Where html it's thymeleaf template. After this, i'm get in root of project PDF file. But i need to disable selection of text of this PDF (like it was created from image) How it posible to disable text in pdf and for example in second layer of pdf file put invisable text

1
Is the final goal to not allow users to copy the text and not being able to select text only a means of achieving that goal? Because you can configure document permission flags then so that users are able to select the text but not able to copy it into the clipboardAlexey Subach
@AlexeySubach i'm planing to pass this pdf files to some parsing libs, and want to add invisable layer of text, for better parsing. If library like sovren parse files created by this way, result is best. I'm implement this by creating pdf file from html,-> image from pdf, -> pdf from image. But it's bad way( Result should be something like this: [docdro.id/qphnWF8]Betsko Roman

1 Answers

0
votes

To disallow copying PDF contents by the users viewing the PDF, you can encrypt the PDF with owner password (and without user password), and set corresponding permission flags that will disallow copying the content. Text selection will still be possible in this case but no content will end up in the buffer.
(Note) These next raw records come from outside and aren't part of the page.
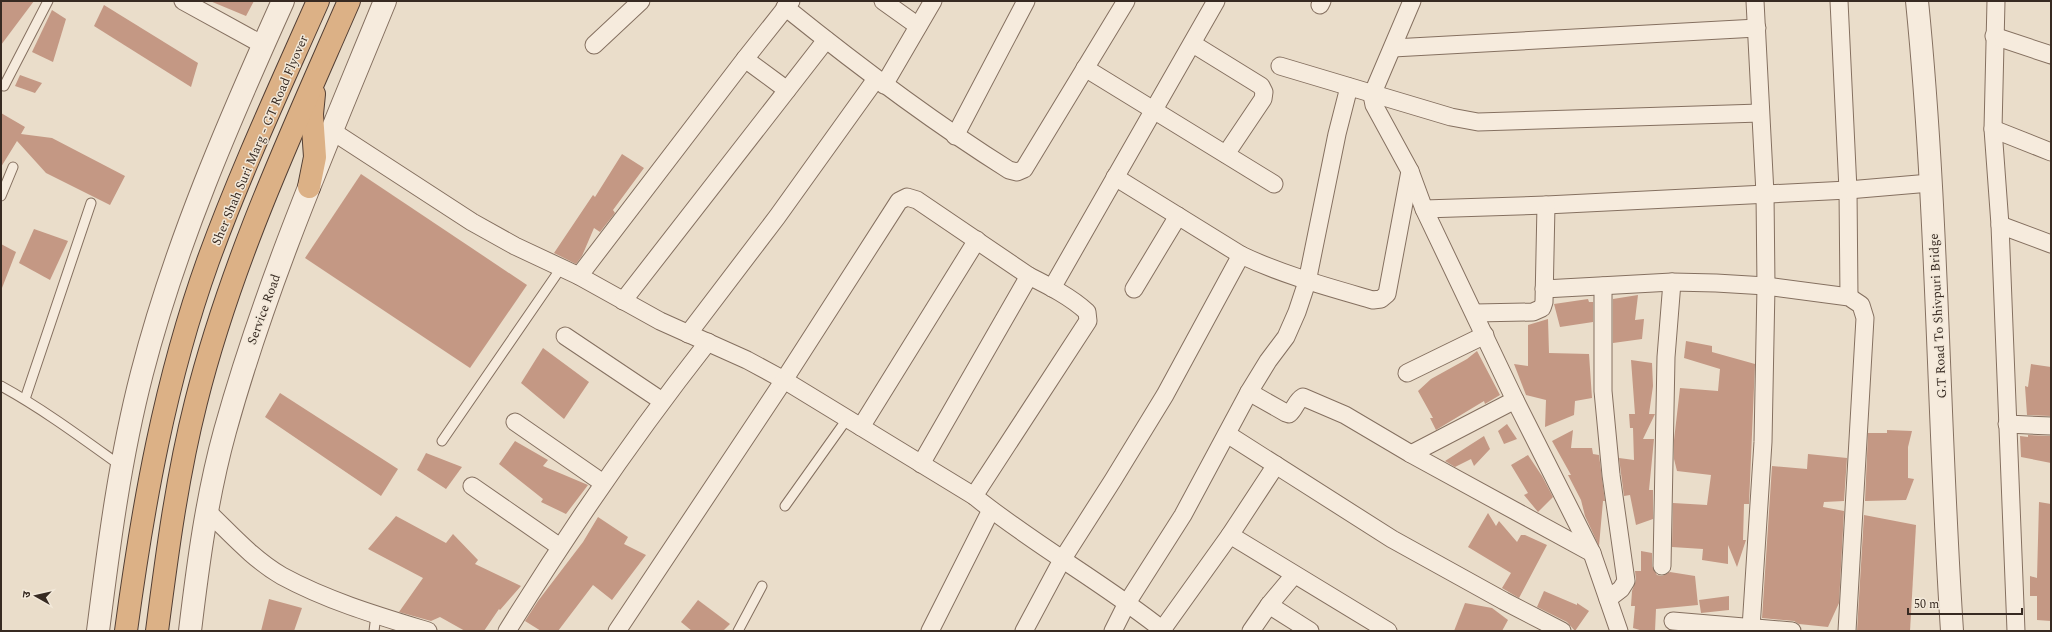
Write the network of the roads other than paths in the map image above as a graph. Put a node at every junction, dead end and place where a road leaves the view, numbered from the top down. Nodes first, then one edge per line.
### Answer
1 (48, 1) edge
2 (183, 1) edge
3 (283, 1) edge
4 (318, 1) edge
5 (349, 1) edge
6 (385, 1) edge
7 (641, 1) edge
8 (883, 1) edge
9 (933, 1) edge
10 (1026, 1) edge
11 (1126, 1) edge
12 (1216, 1) edge
13 (1412, 1) edge
14 (1755, 1) edge
15 (1838, 1) edge
16 (1917, 1) edge
17 (1996, 1) edge
18 (788, 4) edge
19 (918, 26) junction
20 (1757, 28) junction
21 (1994, 36) junction
22 (826, 40) junction
23 (1193, 44) junction
24 (263, 45) junction
25 (594, 45) dead end
26 (1393, 48) junction
27 (2051, 55) edge
28 (745, 59) junction
29 (322, 64) junction
30 (1280, 66) dead end
31 (1086, 68) junction
32 (880, 82) junction
33 (4, 86) dead end
34 (1349, 87) junction
35 (787, 90) junction
36 (1372, 95) junction
37 (1155, 110) junction
38 (1760, 113) junction
39 (1993, 129) junction
40 (332, 131) junction
41 (955, 136) junction
42 (2051, 152) edge
43 (1226, 154) junction
44 (13, 167) dead end
45 (1410, 171) junction
46 (1115, 177) junction
47 (1930, 183) junction
48 (1274, 184) dead end
49 (309, 187) junction
50 (1848, 190) junction
51 (1765, 194) junction
52 (1, 196) edge
53 (91, 203) dead end
54 (1546, 205) junction
55 (1424, 209) junction
56 (1178, 216) junction
57 (2000, 225) junction
58 (977, 240) junction
59 (2051, 244) edge
60 (1241, 255) junction
61 (561, 268) junction
62 (579, 276) junction
63 (1029, 276) junction
64 (1307, 282) junction
65 (1672, 282) junction
66 (1603, 286) junction
67 (1766, 286) junction
68 (1052, 288) junction
69 (1134, 288) dead end
70 (1544, 289) junction
71 (1849, 297) junction
72 (623, 301) junction
73 (1475, 313) junction
74 (688, 334) junction
75 (1484, 335) junction
76 (565, 336) dead end
77 (708, 342) junction
78 (1407, 373) dead end
79 (784, 380) junction
80 (1, 386) edge
81 (1249, 392) junction
82 (24, 399) junction
83 (1515, 400) junction
84 (662, 401) junction
85 (515, 422) dead end
86 (854, 423) junction
87 (2007, 424) junction
88 (2051, 426) edge
89 (1227, 434) junction
90 (442, 442) dead end
91 (1411, 454) junction
92 (921, 464) junction
93 (1276, 465) junction
94 (121, 466) junction
95 (603, 483) junction
96 (472, 486) dead end
97 (974, 496) junction
98 (784, 506) dead end
99 (991, 510) junction
100 (208, 512) junction
101 (1230, 535) junction
102 (560, 547) junction
103 (1592, 553) junction
104 (1062, 560) junction
105 (1662, 566) dead end
106 (1294, 575) junction
107 (762, 586) dead end
108 (1608, 599) junction
109 (1127, 603) junction
110 (1268, 605) junction
111 (1673, 622) dead end
112 (375, 623) edge
113 (1751, 628) junction
114 (1163, 630) edge
115 (98, 631) edge
116 (126, 631) edge
117 (157, 631) edge
118 (190, 631) edge
119 (428, 631) edge
120 (507, 631) edge
121 (617, 631) edge
122 (738, 631) edge
123 (930, 631) edge
124 (1024, 631) edge
125 (1113, 631) edge
126 (1250, 631) edge
127 (1310, 631) edge
128 (1388, 631) edge
129 (1562, 631) edge
130 (1619, 631) edge
131 (1786, 631) edge
132 (1847, 631) edge
133 (1952, 631) edge
134 (2016, 631) edge

1 - 33 lane
2 - 24 street
3 - 24 street
4 - 116 highway, Sher Shah Suri Marg - GT Road Flyover
5 - 29 highway
6 - 40 street, Service Road
7 - 25 street
8 - 19 street
9 - 19 street
10 - 41 street
11 - 31 street
12 - 23 street
13 - 26 street
14 - 20 street
15 - 50 street
16 - 47 street, G.T Road To Shivpuri Bridge
17 - 21 street
18 - 22 street
18 - 28 street
19 - 32 street
20 - 26 street
20 - 38 street
21 - 27 street
21 - 39 street
22 - 32 street
22 - 35 street
23 - 37 street
23 - 43 street
24 - 94 street
26 - 36 street
28 - 35 street
28 - 62 street
29 - 49 highway
29 - 117 highway, Sher Shah Suri Marg - GT Road Flyover
30 - 34 street
31 - 37 street
31 - 41 street
32 - 41 street
32 - 74 street
34 - 36 street
34 - 64 street
35 - 72 street
36 - 38 street
36 - 45 street
37 - 43 street
37 - 46 street
38 - 51 street
39 - 42 street
39 - 57 street
40 - 49 street, Service Road
40 - 61 street
43 - 48 street
44 - 52 lane
45 - 55 street
45 - 64 street
46 - 56 street
46 - 68 street
47 - 50 street
47 - 133 street, G.T Road To Shivpuri Bridge
49 - 100 street, Service Road
50 - 51 street
50 - 71 street
51 - 54 street
51 - 67 street
53 - 82 lane
54 - 55 street
54 - 70 street
55 - 73 street
56 - 60 street
56 - 69 street
57 - 59 street
57 - 87 street
58 - 63 street
58 - 79 street
58 - 86 street
60 - 64 street
60 - 104 street
61 - 62 street
61 - 90 lane
62 - 72 street
63 - 68 street
63 - 92 street
64 - 81 street
65 - 66 street
65 - 67 street
65 - 105 street
66 - 70 street
66 - 108 street
67 - 71 street
67 - 113 street
68 - 97 street
70 - 73 street
71 - 132 street
72 - 74 street
73 - 75 street
74 - 77 street
75 - 78 street
75 - 83 street
76 - 84 street
77 - 79 street
77 - 84 street
79 - 86 street
79 - 121 street
80 - 82 lane
81 - 89 street
81 - 91 street
82 - 94 lane
83 - 91 street
83 - 103 street
84 - 95 street
85 - 95 street
86 - 92 street
86 - 98 lane
87 - 88 street
87 - 134 street
89 - 93 street
89 - 109 street
91 - 103 street
92 - 97 street
93 - 101 street
93 - 129 street
94 - 115 street
95 - 102 street
96 - 102 street
97 - 99 street
99 - 104 street
99 - 123 street
100 - 112 street
100 - 118 street, Service Road
101 - 106 street
101 - 114 street
102 - 120 street
103 - 108 street
104 - 109 street
104 - 124 street
106 - 110 street
106 - 128 street
107 - 122 lane
108 - 130 street
109 - 114 street
109 - 125 street
110 - 126 street
110 - 127 street
111 - 113 street
112 - 119 street
113 - 131 street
PdfWriter pdfWriter = new PdfWriter("C:/out.pdf", new WriterProperties().setStandardEncryption(
        "".getBytes(), "ownerPass".getBytes(), EncryptionConstants.ALLOW_SCREENREADERS, EncryptionConstants.ENCRYPTION_AES_256));
PdfDocument pdfDocument = new PdfDocument(pdfWriter);
HtmlConverter.convertToPdf(new FileInputStream("C:/in.html"), pdfDocument);
pdfDocument.close();

If the tool you are using for parsing the text from the resultant PDF respect the permission configuration we have set up previously then you may have problems with extracting text from that PDF in the default mode (user mode). In that case you can pass owner password that you have set up previously to the tool so that it knows you are the owner of the document and you are allowed to extract text from it. Alternatively, if the tool does not provide such capabilities, you can decrypt the PDF and turn it into the plain PDF without any restrictions right before passing that PDF into the parsing tool. Here is the code that decrypts the PDF:

PdfDocument pdfDocument = new PdfDocument(new PdfReader("C:/out.pdf",
        new ReaderProperties().setPassword("ownerPass".getBytes())),
        new PdfWriter("C:/decrypted.pdf"));
pdfDocument.close();